Assignment - Within these records, how many lines hold "Ferry"? Give the number alone.

Collected data entries
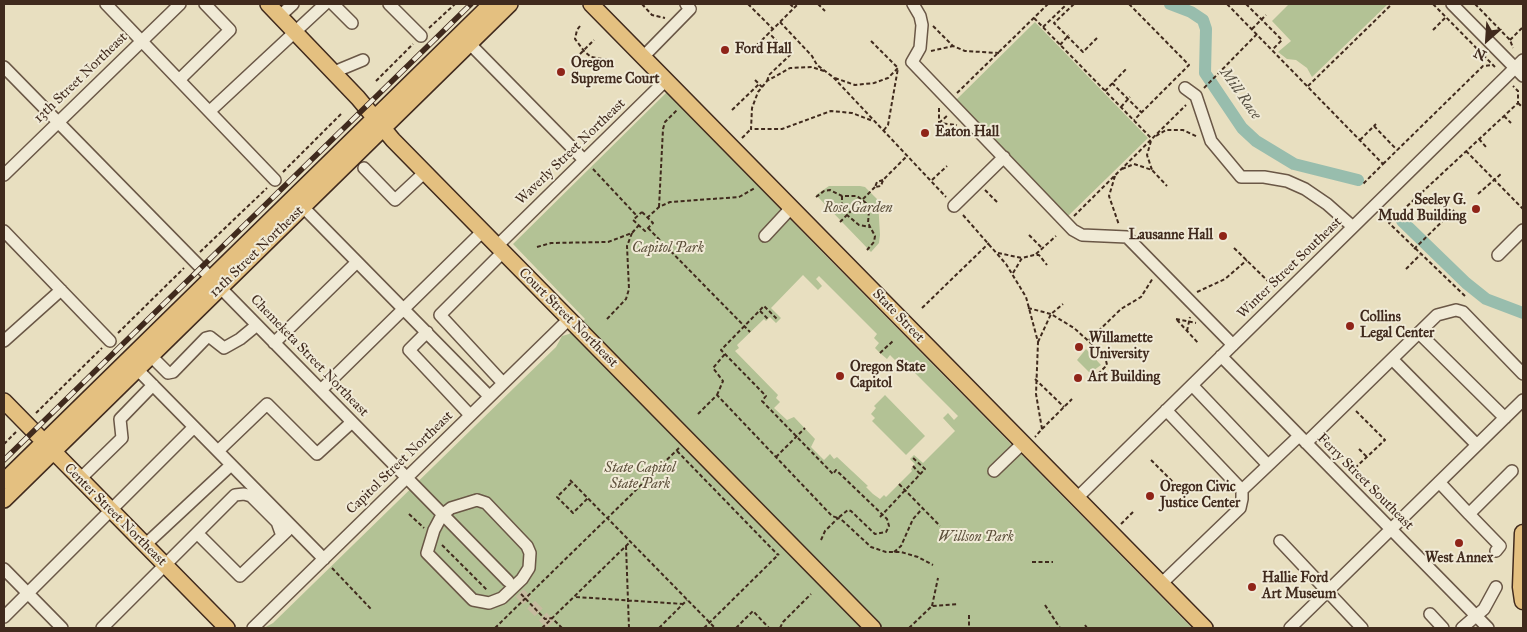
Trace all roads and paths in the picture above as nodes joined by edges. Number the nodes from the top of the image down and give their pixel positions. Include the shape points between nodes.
1 (106, 4) edge
2 (180, 4) edge
3 (205, 4) edge
4 (268, 4) edge
5 (294, 4) edge
6 (325, 4) edge
7 (333, 4) edge
8 (389, 4) edge
9 (492, 4) edge
10 (510, 4) edge
11 (591, 4) edge
12 (642, 4) edge
13 (686, 4) edge
14 (748, 4) edge
15 (790, 4) edge
16 (798, 4) edge
17 (818, 4) edge
18 (913, 4) edge
19 (1048, 4) edge
20 (1067, 4) edge
21 (1074, 4) edge
22 (1129, 4) edge
23 (1227, 4) edge
24 (1246, 4) edge
25 (1392, 4) edge
26 (1433, 4) edge
27 (1452, 4) edge
28 (1474, 4) edge
29 (794, 8) junction
30 (825, 11) dead end
31 (1266, 14) dead end
32 (280, 16) junction
33 (671, 16) dead end
34 (920, 16) junction
35 (1446, 17) junction
36 (1034, 18) junction
37 (1261, 19) junction
38 (780, 22) junction
39 (352, 23) dead end
40 (580, 26) dead end
41 (1043, 27) junction
42 (1523, 27) edge
43 (773, 29) junction
44 (1252, 29) junction
45 (1433, 30) dead end
46 (296, 33) junction
47 (768, 33) junction
48 (1257, 34) junction
49 (420, 36) dead end
50 (1068, 36) junction
51 (1097, 38) dead end
52 (142, 40) junction
53 (594, 40) dead end
54 (1510, 40) junction
55 (871, 41) dead end
56 (470, 43) junction
57 (1060, 45) junction
58 (953, 46) junction
59 (1513, 48) dead end
60 (1272, 50) junction
61 (584, 51) junction
62 (999, 53) junction
63 (580, 54) dead end
64 (748, 54) dead end
65 (918, 55) junction
66 (643, 57) junction
67 (363, 60) dead end
68 (614, 61) dead end
69 (4, 67) edge
70 (898, 68) junction
71 (1127, 68) dead end
72 (1521, 68) edge
73 (826, 71) junction
74 (334, 72) junction
75 (833, 77) junction
76 (180, 80) junction
77 (666, 80) junction
78 (755, 80) dead end
79 (767, 81) junction
80 (1509, 82) dead end
81 (1112, 83) junction
82 (759, 84) junction
83 (1307, 86) junction
84 (762, 87) junction
85 (1185, 88) dead end
86 (961, 90) dead end
87 (1105, 91) junction
88 (1196, 96) junction
89 (1129, 98) junction
90 (686, 101) junction
91 (1518, 103) junction
92 (1121, 107) junction
93 (1523, 108) edge
94 (732, 110) dead end
95 (210, 111) junction
96 (1141, 112) junction
97 (1504, 116) junction
98 (945, 118) dead end
99 (1134, 120) junction
100 (58, 121) junction
101 (875, 122) junction
102 (379, 123) junction
103 (939, 123) dead end
104 (1511, 123) dead end
105 (884, 130) junction
106 (1152, 139) junction
107 (1479, 139) junction
108 (1360, 140) junction
109 (1204, 142) dead end
110 (1486, 147) dead end
111 (1397, 150) junction
112 (1466, 151) junction
113 (908, 156) junction
114 (1004, 157) junction
115 (584, 160) junction
116 (1383, 164) junction
117 (947, 166) dead end
118 (364, 168) dead end
119 (1152, 170) junction
120 (425, 172) junction
121 (1117, 172) junction
122 (1502, 173) dead end
123 (4, 175) edge
124 (275, 180) dead end
125 (764, 180) junction
126 (883, 180) junction
127 (1494, 180) junction
128 (931, 181) junction
129 (1362, 184) dead end
130 (1168, 186) dead end
131 (875, 187) junction
132 (1478, 194) dead end
133 (842, 196) junction
134 (816, 197) dead end
135 (862, 200) junction
136 (994, 200) dead end
137 (998, 203) dead end
138 (659, 206) junction
139 (954, 206) junction
140 (303, 207) junction
141 (791, 208) junction
142 (1082, 208) dead end
143 (1523, 209) edge
144 (1454, 210) dead end
145 (847, 215) junction
146 (637, 216) junction
147 (647, 218) junction
148 (840, 222) dead end
149 (639, 226) junction
150 (870, 226) junction
151 (1353, 227) junction
152 (648, 228) junction
153 (1523, 230) edge
154 (4, 231) edge
155 (483, 232) junction
156 (632, 233) junction
157 (765, 236) dead end
158 (1029, 236) dead end
159 (1056, 236) dead end
160 (1128, 237) junction
161 (989, 243) junction
162 (537, 247) dead end
163 (1042, 248) junction
164 (1234, 248) dead end
165 (500, 249) junction
166 (1414, 249) junction
167 (866, 250) dead end
168 (996, 251) junction
169 (1036, 254) junction
170 (1420, 255) junction
171 (1498, 255) dead end
172 (1022, 258) junction
173 (1247, 260) junction
174 (357, 262) junction
175 (1048, 265) dead end
176 (1406, 269) dead end
177 (1160, 271) junction
178 (1012, 274) junction
179 (216, 283) junction
180 (61, 290) junction
181 (1282, 296) junction
182 (1465, 296) dead end
183 (1186, 297) junction
184 (1064, 304) dead end
185 (922, 308) dead end
186 (1028, 308) junction
187 (404, 309) junction
188 (760, 311) junction
189 (1051, 314) junction
190 (569, 318) junction
191 (607, 319) dead end
192 (768, 319) dead end
193 (1176, 319) dead end
194 (778, 320) dead end
195 (257, 325) junction
196 (745, 326) junction
197 (427, 332) junction
198 (750, 332) dead end
199 (1419, 333) junction
200 (894, 340) dead end
201 (1089, 340) junction
202 (4, 341) edge
203 (110, 341) dead end
204 (274, 342) junction
205 (1038, 342) junction
206 (1199, 344) dead end
207 (1233, 345) junction
208 (880, 353) dead end
209 (725, 354) junction
210 (151, 356) junction
211 (1221, 356) junction
212 (1392, 359) junction
213 (138, 369) junction
214 (1523, 374) edge
215 (1095, 377) dead end
216 (1035, 379) junction
217 (503, 383) junction
218 (153, 385) junction
219 (1192, 385) junction
220 (321, 390) junction
221 (489, 396) junction
222 (717, 396) junction
223 (1072, 399) dead end
224 (1523, 400) edge
225 (4, 401) edge
226 (1348, 402) junction
227 (1064, 407) junction
228 (1166, 410) junction
229 (698, 414) dead end
230 (470, 415) junction
231 (1505, 418) junction
232 (352, 422) junction
233 (194, 427) junction
234 (804, 428) dead end
235 (1042, 429) junction
236 (796, 436) junction
237 (10, 438) dead end
238 (1302, 439) junction
239 (688, 440) junction
240 (4, 444) edge
241 (1024, 445) junction
242 (1477, 445) junction
243 (48, 447) junction
244 (1359, 449) dead end
245 (218, 451) junction
246 (676, 451) junction
247 (776, 457) junction
248 (912, 457) dead end
249 (1367, 457) junction
250 (1151, 460) dead end
251 (231, 465) junction
252 (1268, 465) junction
253 (913, 466) dead end
254 (1355, 468) dead end
255 (994, 471) dead end
256 (1512, 471) dead end
257 (920, 474) junction
258 (80, 478) junction
259 (405, 478) junction
260 (4, 481) edge
261 (1439, 482) junction
262 (899, 484) dead end
263 (1176, 485) dead end
264 (904, 490) junction
265 (1242, 490) junction
266 (588, 498) junction
267 (1077, 498) junction
268 (4, 500) edge
269 (922, 509) junction
270 (111, 511) junction
271 (1134, 511) dead end
272 (409, 514) dead end
273 (1469, 514) junction
274 (442, 515) junction
275 (881, 515) junction
276 (607, 518) junction
277 (838, 518) junction
278 (277, 522) junction
279 (292, 526) junction
280 (940, 526) dead end
281 (1391, 529) junction
282 (1112, 533) junction
283 (1523, 533) edge
284 (198, 534) junction
285 (432, 535) junction
286 (282, 536) junction
287 (821, 540) dead end
288 (1280, 541) dead end
289 (630, 542) junction
290 (790, 544) junction
291 (145, 545) junction
292 (626, 546) junction
293 (1496, 551) dead end
294 (894, 552) junction
295 (778, 555) junction
296 (324, 558) junction
297 (1032, 562) dead end
298 (1053, 562) dead end
299 (933, 565) dead end
300 (166, 566) junction
301 (4, 569) edge
302 (938, 578) dead end
303 (511, 584) junction
304 (1161, 584) junction
305 (1496, 587) dead end
306 (1327, 592) junction
307 (28, 593) junction
308 (811, 594) dead end
309 (574, 597) junction
310 (502, 598) junction
311 (525, 599) junction
312 (628, 600) junction
313 (687, 600) junction
314 (1523, 601) edge
315 (683, 604) junction
316 (958, 604) dead end
317 (1045, 605) dead end
318 (932, 606) junction
319 (372, 609) dead end
320 (1430, 614) dead end
321 (969, 615) dead end
322 (1476, 615) junction
323 (4, 617) edge
324 (552, 618) junction
325 (545, 619) junction
326 (709, 623) junction
327 (1085, 625) dead end
328 (62, 628) edge
329 (102, 628) edge
330 (227, 628) edge
331 (253, 628) edge
332 (495, 628) edge
333 (543, 628) edge
334 (562, 628) edge
335 (629, 628) edge
336 (659, 628) edge
337 (704, 628) edge
338 (715, 628) edge
339 (736, 628) edge
340 (769, 628) edge
341 (780, 628) edge
342 (873, 628) edge
343 (909, 628) edge
344 (970, 628) edge
345 (1060, 628) edge
346 (1087, 628) edge
347 (1205, 628) edge
348 (1290, 628) edge
349 (1362, 628) edge
350 (1443, 628) edge
351 (1462, 628) edge
352 (1488, 628) edge

1 - 52 street
2 - 52 street, 13th Street Northeast
3 - 76 street via 230,30
4 - 32 main road, Court Street Northeast
5 - 32 street
6 - 46 street
7 - 39 street
8 - 49 street
9 - 102 main road, 12th Street Northeast
10 - 56 main road, 12th Street Northeast
11 - 66 main road, State Street
12 - 33 path via 657,17
13 - 66 street via 690,9
14 - 43 path
15 - 29 path
16 - 29 path
17 - 30 path
18 - 34 street
19 - 36 path
20 - 41 path
21 - 50 path via 1054,23
22 - 96 path via 1189,65
23 - 44 path
24 - 37 path
25 - 83 path
26 - 35 path
27 - 72 street
28 - 54 path
29 - 38 path
31 - 37 path
32 - 46 main road, Court Street Northeast
34 - 58 path
34 - 65 street via 922,31
35 - 45 path
35 - 111 path via 1494,66 1483,66
36 - 41 path
36 - 62 path
37 - 44 path
37 - 60 path via 1282,40
38 - 43 path
38 - 73 path
40 - 61 path via 575,39
41 - 57 path
42 - 54 path
43 - 47 path
44 - 48 path
46 - 74 main road, Court Street Northeast
46 - 95 street
47 - 64 path
47 - 79 path via 790,55
48 - 60 path
48 - 88 path
50 - 51 path via 1083,52
50 - 57 path
52 - 76 street
52 - 100 street, 13th Street Northeast
53 - 61 path
54 - 59 path
55 - 70 path
56 - 102 main road, 12th Street Northeast
56 - 115 street
57 - 87 path
58 - 62 path via 965,51
58 - 65 path
60 - 83 path
61 - 63 path
61 - 68 path via 591,57
62 - 86 path
65 - 114 street via 912,62
66 - 77 main road, State Street
67 - 74 street
69 - 100 street, Chemeketa Street Northeast
70 - 75 path via 888,78 865,85
70 - 105 path via 888,125
71 - 81 path
72 - 151 street, Winter Street Southeast
73 - 75 path
73 - 79 path via 812,67 790,68
74 - 102 main road, Court Street Northeast
75 - 101 path
76 - 95 street
77 - 90 main road, State Street
77 - 115 street, Waverly Street Northeast
78 - 82 path
79 - 84 path
80 - 91 path via 1518,91
81 - 87 path
81 - 89 path
82 - 84 path
82 - 94 path
83 - 108 path
84 - 101 path via 752,108 751,129 782,129 831,111 852,113
85 - 88 street
87 - 92 path
88 - 106 path
88 - 151 street via 1212,141 1242,177 1264,177 1299,186 1327,204
89 - 92 path
89 - 96 path
90 - 125 main road, State Street
90 - 138 path via 662,129
91 - 93 path
91 - 97 path
92 - 99 path
95 - 124 street
96 - 99 path
97 - 104 path
97 - 107 path
98 - 103 path
99 - 106 path
100 - 123 street, 13th Street Northeast
100 - 179 street, Chemeketa Street Northeast
101 - 105 path
102 - 120 main road, Court Street Northeast
102 - 140 main road, 12th Street Northeast
102 - 179 main road, 12th Street Northeast
105 - 113 path
106 - 109 path via 1166,130 1183,130
106 - 119 path via 1147,155
106 - 121 path
107 - 110 path
107 - 112 path
108 - 111 path via 1375,126
108 - 116 path
111 - 116 path
112 - 127 path
112 - 166 path via 1390,223
113 - 126 path
113 - 128 path
114 - 139 street
114 - 160 street via 1073,230 1082,235
115 - 146 path
115 - 165 street, Waverly Street Northeast
116 - 129 path
117 - 128 path
118 - 120 street via 395,200
119 - 121 path via 1134,164
119 - 130 path
120 - 155 main road, Court Street Northeast
121 - 142 path
121 - 160 path via 1109,196 1116,219
122 - 127 path
125 - 138 path via 739,197 682,199
125 - 141 main road, State Street
126 - 131 path
126 - 131 path via 881,186
127 - 132 path
127 - 143 path
128 - 139 path
131 - 135 path
133 - 134 path via 830,190
133 - 135 path via 857,196
133 - 145 path via 842,207
135 - 145 path
135 - 150 path via 868,207
136 - 137 path
138 - 147 path
139 - 161 path
140 - 174 street
140 - 179 main road, 12th Street Northeast
141 - 157 street
141 - 241 main road, State Street
144 - 166 path
145 - 148 path
145 - 150 path via 859,225
146 - 147 path via 642,212
146 - 149 path via 633,220
147 - 152 path via 653,223
149 - 152 path via 645,231
149 - 156 path
150 - 167 path via 875,239
151 - 181 street, Winter Street Southeast
152 - 196 path
153 - 171 street
154 - 180 street
155 - 165 main road, Court Street Northeast
155 - 187 street
156 - 162 path via 608,242 552,243
156 - 191 path via 627,246 626,299
158 - 163 path
159 - 163 path
160 - 177 street
161 - 168 path
161 - 185 path
163 - 169 path
164 - 173 path
165 - 190 main road, Court Street Northeast
165 - 217 street, Waverly Street Northeast via 440,315
166 - 170 path
168 - 172 path
168 - 178 path
169 - 172 path
169 - 175 path
170 - 176 path
170 - 182 path
172 - 178 path
173 - 181 path
173 - 183 path via 1225,279
174 - 187 street
174 - 204 street
177 - 183 street
177 - 201 path via 1141,297 1121,309
178 - 186 path via 1026,297
179 - 195 street, Chemeketa Street Northeast
179 - 210 main road, 12th Street Northeast
179 - 243 main road, 12th Street Northeast
180 - 202 street
180 - 203 street
181 - 207 street, Winter Street Southeast
183 - 207 street
184 - 189 path
186 - 189 path
186 - 205 path
187 - 197 street
187 - 220 street
188 - 192 path
188 - 194 path via 764,306
188 - 196 path
189 - 201 path
189 - 205 path
190 - 217 street, Capitol Street Northeast
190 - 239 main road, Court Street Northeast
193 - 206 path
195 - 204 street, Chemeketa Street Northeast
195 - 210 street via 224,348 210,337 206,338 173,372 168,373
196 - 198 path
196 - 209 path via 719,350
197 - 221 street
197 - 230 street via 409,350
199 - 212 street
199 - 214 street via 1437,316 1456,310 1462,312
199 - 231 street
200 - 208 path
201 - 215 path via 1105,356 1107,365
204 - 220 street, Chemeketa Street Northeast
205 - 216 path
207 - 211 street, Winter Street Southeast
209 - 222 path via 714,366 723,381
209 - 236 path via 766,396 762,401
210 - 213 main road, 12th Street Northeast
211 - 219 street, Winter Street Southeast
211 - 238 street, Ferry Street Southeast
212 - 226 street
212 - 242 street
213 - 218 street
213 - 243 main road, 12th Street Northeast
216 - 227 path
216 - 235 path
217 - 221 street, Capitol Street Northeast
218 - 233 street
218 - 258 street via 120,419 122,438
219 - 228 street, Winter Street Southeast
219 - 252 street
220 - 232 street, Chemeketa Street Northeast
221 - 230 street, Capitol Street Northeast
222 - 229 path
222 - 247 path
223 - 227 path
224 - 231 street
225 - 243 main road, Center Street Northeast
226 - 238 street
226 - 249 path via 1385,440
227 - 235 path
228 - 265 street
228 - 267 street, Winter Street Southeast
230 - 259 street, Capitol Street Northeast
231 - 242 street
232 - 245 street via 317,454 267,404
232 - 259 street, Chemeketa Street Northeast
233 - 245 street
233 - 270 street
234 - 236 path
235 - 241 path
236 - 247 path
236 - 275 path via 833,474 836,470
237 - 240 path
238 - 252 street
238 - 281 street, Ferry Street Southeast
239 - 246 path
239 - 290 main road, Court Street Northeast
241 - 255 street
241 - 267 main road, State Street
242 - 261 street
243 - 258 main road, Center Street Northeast
243 - 260 main road, 12th Street Northeast
243 - 268 main road, 12th Street Northeast
244 - 249 path
245 - 251 street
246 - 276 path
246 - 295 path
247 - 277 path via 832,516
248 - 257 path via 925,469
249 - 254 path
250 - 263 path
251 - 279 street
251 - 291 street
252 - 265 street
253 - 257 path
256 - 273 street
257 - 264 path
258 - 270 main road, Center Street Northeast
259 - 274 street, Chemeketa Street Northeast
259 - 296 street, Capitol Street Northeast
261 - 273 street
261 - 281 street
262 - 264 path
264 - 269 path
264 - 275 path
265 - 304 street via 1240,508
266 - 266 path via 571,481 558,497 573,513
266 - 276 path
267 - 282 main road, State Street
269 - 280 path
269 - 294 path via 913,519 901,546
270 - 291 main road, Center Street Northeast
270 - 307 street
271 - 282 path
272 - 285 path
273 - 293 street via 1500,546
274 - 285 street
274 - 303 street, Chemeketa Street Northeast
274 - 303 street via 451,508 477,500 486,502 530,553 529,568
275 - 277 path via 888,519 889,526 881,535 875,534 851,511
276 - 289 path
276 - 311 path
277 - 287 path
277 - 294 path via 871,548
278 - 279 street
278 - 284 street via 251,496 236,495
278 - 286 street
279 - 286 street
279 - 296 street
281 - 306 street
281 - 322 street, Ferry Street Southeast
282 - 304 main road, State Street
283 - 314 highway
284 - 286 street via 240,576
284 - 300 street
285 - 310 path via 492,595
285 - 310 street via 428,556 473,600 489,603
288 - 306 street
289 - 292 path
289 - 313 path
290 - 295 path
290 - 342 main road, Court Street Northeast
291 - 300 main road, Center Street Northeast
292 - 309 path
292 - 312 path
294 - 299 path via 918,557
295 - 326 path
296 - 319 path
296 - 331 street, Capitol Street Northeast
297 - 298 path
300 - 329 street
300 - 330 main road, Center Street Northeast
301 - 307 street
302 - 318 path
303 - 310 street
303 - 311 path
304 - 347 main road, State Street
305 - 322 street via 1488,604
306 - 348 street
306 - 349 street
307 - 323 street
307 - 328 street
308 - 341 path
309 - 312 path
309 - 324 path
311 - 325 path
311 - 332 path
312 - 315 path
312 - 335 path
313 - 315 path
313 - 326 path
315 - 336 path
316 - 318 path
317 - 345 path
318 - 343 path
320 - 350 street
321 - 344 path
322 - 351 street
322 - 352 street, Ferry Street Southeast
324 - 325 path
324 - 333 path
324 - 334 path
325 - 333 path
326 - 337 path
326 - 338 path
327 - 346 path
339 - 340 path via 753,611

Task result - 4